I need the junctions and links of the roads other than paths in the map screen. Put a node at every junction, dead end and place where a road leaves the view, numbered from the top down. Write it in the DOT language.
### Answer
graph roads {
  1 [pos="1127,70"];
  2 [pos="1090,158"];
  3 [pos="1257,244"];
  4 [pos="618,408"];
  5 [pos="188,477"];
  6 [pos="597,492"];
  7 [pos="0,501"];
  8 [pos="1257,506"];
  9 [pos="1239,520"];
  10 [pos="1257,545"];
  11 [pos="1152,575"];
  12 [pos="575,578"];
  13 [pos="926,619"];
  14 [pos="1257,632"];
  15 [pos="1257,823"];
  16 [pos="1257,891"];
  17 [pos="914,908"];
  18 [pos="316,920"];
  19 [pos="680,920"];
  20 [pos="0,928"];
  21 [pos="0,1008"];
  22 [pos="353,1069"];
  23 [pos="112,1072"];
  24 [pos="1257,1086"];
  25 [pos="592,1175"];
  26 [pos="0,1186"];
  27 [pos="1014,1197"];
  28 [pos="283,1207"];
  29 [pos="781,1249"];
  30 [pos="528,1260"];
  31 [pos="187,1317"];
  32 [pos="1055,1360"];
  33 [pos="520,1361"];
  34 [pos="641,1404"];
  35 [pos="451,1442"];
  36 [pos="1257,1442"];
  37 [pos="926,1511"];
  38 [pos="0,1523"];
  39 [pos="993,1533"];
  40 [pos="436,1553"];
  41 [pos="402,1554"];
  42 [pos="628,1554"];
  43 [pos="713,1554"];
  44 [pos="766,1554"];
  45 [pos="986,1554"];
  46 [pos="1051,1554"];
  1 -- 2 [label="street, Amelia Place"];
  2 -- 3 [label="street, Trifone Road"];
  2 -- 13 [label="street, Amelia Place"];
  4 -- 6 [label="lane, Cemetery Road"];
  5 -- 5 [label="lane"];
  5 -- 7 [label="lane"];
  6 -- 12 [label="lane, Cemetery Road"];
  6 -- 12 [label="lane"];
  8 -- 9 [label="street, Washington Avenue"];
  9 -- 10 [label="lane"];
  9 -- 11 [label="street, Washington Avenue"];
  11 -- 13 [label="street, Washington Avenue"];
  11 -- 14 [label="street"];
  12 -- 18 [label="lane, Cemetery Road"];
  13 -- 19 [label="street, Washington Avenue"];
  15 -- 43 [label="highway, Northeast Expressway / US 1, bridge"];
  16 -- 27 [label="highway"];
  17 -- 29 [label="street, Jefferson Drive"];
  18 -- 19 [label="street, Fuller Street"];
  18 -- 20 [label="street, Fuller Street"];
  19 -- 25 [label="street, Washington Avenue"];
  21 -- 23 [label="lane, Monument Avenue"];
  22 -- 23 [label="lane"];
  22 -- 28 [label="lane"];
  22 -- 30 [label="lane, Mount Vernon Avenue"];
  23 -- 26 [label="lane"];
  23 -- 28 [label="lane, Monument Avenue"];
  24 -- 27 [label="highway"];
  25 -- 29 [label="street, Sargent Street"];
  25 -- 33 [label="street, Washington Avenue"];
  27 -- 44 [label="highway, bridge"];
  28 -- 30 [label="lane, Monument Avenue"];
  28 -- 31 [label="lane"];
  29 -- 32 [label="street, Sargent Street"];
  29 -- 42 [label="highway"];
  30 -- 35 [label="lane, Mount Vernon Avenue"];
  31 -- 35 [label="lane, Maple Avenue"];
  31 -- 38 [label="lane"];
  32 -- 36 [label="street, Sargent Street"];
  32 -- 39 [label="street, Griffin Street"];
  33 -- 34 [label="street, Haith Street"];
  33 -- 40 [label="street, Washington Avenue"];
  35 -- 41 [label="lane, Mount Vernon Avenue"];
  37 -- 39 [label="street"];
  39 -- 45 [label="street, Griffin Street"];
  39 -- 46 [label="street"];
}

----

**Work task**
Every line that contains the string "highway" should be copied from the entries.

**Result for this task**
  15 -- 43 [label="highway, Northeast Expressway / US 1, bridge"];
  16 -- 27 [label="highway"];
  24 -- 27 [label="highway"];
  27 -- 44 [label="highway, bridge"];
  29 -- 42 [label="highway"];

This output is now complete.